(Dataset entries)
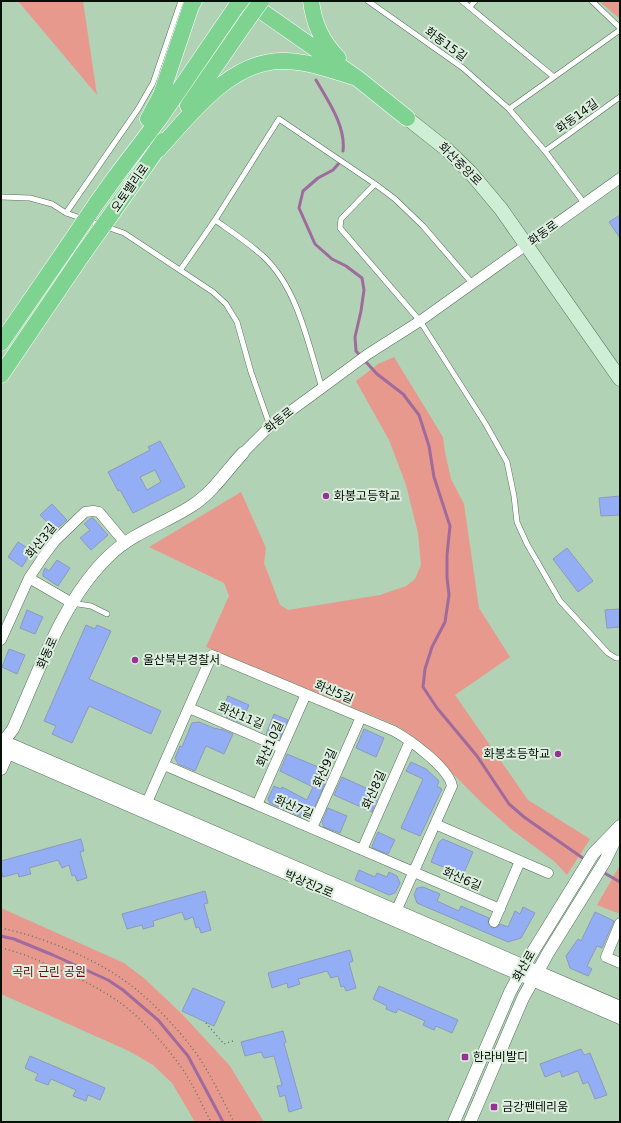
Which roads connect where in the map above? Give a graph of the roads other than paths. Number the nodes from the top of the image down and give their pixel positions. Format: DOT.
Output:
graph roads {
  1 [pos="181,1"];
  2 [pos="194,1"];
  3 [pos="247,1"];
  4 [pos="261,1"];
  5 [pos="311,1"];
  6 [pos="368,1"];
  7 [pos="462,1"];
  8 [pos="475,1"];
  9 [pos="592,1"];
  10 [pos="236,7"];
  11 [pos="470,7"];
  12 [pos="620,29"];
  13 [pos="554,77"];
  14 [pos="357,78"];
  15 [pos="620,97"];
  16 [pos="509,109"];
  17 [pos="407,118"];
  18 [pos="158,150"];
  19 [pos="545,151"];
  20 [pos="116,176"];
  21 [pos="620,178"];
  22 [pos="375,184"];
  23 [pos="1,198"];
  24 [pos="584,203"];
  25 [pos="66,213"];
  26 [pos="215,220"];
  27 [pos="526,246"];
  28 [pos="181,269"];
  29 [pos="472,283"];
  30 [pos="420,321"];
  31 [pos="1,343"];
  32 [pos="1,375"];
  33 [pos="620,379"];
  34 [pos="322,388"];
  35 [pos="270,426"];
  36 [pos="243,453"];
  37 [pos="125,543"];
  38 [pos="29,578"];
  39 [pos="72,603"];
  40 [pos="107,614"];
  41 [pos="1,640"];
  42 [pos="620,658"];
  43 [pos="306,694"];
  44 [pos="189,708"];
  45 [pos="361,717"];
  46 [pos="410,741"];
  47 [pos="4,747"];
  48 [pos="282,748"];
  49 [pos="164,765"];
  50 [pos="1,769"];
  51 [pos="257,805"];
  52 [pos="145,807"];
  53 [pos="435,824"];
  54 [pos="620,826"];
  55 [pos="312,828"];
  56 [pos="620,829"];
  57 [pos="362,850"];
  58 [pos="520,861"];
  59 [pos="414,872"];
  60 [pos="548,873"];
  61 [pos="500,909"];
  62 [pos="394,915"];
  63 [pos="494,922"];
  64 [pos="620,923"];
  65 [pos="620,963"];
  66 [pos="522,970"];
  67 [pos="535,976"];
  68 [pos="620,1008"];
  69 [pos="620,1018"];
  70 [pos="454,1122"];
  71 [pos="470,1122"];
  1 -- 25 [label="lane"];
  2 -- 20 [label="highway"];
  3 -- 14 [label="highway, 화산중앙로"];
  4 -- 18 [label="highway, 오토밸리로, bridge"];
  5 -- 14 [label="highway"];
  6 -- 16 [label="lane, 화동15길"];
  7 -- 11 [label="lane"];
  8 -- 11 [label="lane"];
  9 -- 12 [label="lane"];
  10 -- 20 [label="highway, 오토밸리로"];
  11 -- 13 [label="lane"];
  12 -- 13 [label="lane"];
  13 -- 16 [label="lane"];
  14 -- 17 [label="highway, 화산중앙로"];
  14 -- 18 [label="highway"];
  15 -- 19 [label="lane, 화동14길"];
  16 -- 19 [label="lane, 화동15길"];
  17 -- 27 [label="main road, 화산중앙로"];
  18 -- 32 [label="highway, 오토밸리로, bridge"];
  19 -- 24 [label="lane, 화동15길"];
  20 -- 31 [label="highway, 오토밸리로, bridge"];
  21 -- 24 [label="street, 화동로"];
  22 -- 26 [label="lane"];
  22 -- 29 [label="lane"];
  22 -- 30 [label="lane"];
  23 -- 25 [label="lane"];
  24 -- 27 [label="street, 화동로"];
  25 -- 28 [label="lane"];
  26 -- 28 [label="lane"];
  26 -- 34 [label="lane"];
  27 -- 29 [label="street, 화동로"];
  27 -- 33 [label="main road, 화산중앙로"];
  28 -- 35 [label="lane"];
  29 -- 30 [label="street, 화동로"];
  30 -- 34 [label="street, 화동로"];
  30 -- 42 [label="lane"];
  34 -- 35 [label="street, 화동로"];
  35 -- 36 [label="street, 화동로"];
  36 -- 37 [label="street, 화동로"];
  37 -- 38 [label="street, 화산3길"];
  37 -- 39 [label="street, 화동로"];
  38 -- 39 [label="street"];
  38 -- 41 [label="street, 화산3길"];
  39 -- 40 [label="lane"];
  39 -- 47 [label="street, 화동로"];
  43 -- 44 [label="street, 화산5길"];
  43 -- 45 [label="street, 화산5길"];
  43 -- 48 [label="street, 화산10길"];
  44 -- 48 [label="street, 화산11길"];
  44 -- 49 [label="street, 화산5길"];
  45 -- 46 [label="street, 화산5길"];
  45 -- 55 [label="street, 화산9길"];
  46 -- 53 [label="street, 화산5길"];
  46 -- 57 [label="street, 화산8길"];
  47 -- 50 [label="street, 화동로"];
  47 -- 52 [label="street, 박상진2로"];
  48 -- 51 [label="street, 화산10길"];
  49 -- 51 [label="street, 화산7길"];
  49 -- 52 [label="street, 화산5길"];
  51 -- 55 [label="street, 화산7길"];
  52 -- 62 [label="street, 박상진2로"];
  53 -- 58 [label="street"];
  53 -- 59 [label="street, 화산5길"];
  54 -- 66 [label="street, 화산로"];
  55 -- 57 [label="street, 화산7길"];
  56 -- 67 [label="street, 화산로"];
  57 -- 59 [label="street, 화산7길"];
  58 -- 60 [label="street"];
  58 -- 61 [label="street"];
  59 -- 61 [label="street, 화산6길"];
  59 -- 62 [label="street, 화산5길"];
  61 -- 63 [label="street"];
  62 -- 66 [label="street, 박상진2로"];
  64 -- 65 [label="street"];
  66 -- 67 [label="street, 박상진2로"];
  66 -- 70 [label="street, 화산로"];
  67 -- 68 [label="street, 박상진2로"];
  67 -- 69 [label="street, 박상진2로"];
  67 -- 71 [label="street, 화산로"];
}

Exercise instructions: Where in the entries above does the word "bridge" appear? Copy each line that has it.

Solution for this problem:
  4 -- 18 [label="highway, 오토밸리로, bridge"];
  18 -- 32 [label="highway, 오토밸리로, bridge"];
  20 -- 31 [label="highway, 오토밸리로, bridge"];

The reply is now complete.